(Stored data entries)
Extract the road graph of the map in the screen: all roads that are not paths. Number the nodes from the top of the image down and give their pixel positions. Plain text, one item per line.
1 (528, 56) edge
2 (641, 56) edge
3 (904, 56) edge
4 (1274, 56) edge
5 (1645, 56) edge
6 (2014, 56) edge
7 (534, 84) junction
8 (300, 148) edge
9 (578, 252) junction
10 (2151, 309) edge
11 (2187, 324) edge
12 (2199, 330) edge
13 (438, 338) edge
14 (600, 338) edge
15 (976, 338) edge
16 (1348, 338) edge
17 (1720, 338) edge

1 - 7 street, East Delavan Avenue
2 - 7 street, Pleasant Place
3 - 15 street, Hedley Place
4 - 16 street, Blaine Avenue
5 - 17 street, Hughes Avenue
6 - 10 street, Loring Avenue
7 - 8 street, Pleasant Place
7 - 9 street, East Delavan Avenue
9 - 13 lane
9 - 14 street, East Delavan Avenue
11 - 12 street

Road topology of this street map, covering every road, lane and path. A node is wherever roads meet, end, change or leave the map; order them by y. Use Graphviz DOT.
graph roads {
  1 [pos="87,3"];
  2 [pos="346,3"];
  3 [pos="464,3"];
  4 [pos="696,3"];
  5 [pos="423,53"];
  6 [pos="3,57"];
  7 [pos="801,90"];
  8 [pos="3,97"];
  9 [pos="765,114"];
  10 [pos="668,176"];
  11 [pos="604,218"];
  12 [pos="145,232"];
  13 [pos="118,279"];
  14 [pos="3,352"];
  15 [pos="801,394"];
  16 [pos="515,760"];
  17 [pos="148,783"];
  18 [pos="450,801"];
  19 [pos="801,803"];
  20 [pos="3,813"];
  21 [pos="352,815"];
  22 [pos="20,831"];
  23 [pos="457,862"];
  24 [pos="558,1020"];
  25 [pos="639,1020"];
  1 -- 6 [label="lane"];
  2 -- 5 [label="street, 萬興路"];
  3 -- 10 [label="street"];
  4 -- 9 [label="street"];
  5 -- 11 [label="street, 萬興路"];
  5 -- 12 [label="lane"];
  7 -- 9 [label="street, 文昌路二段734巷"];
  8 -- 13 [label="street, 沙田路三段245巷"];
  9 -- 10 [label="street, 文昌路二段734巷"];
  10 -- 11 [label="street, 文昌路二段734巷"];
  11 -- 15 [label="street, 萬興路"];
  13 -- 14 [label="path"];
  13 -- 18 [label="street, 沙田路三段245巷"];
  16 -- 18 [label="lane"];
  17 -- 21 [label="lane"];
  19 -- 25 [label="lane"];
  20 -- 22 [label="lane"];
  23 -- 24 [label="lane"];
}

• _PROMPT_
Your answer should be the lines above that contain the word "Avenue", copied out.

• _SOLUTION TO THE EXERCISE_
1 - 7 street, East Delavan Avenue
4 - 16 street, Blaine Avenue
5 - 17 street, Hughes Avenue
6 - 10 street, Loring Avenue
7 - 9 street, East Delavan Avenue
9 - 14 street, East Delavan Avenue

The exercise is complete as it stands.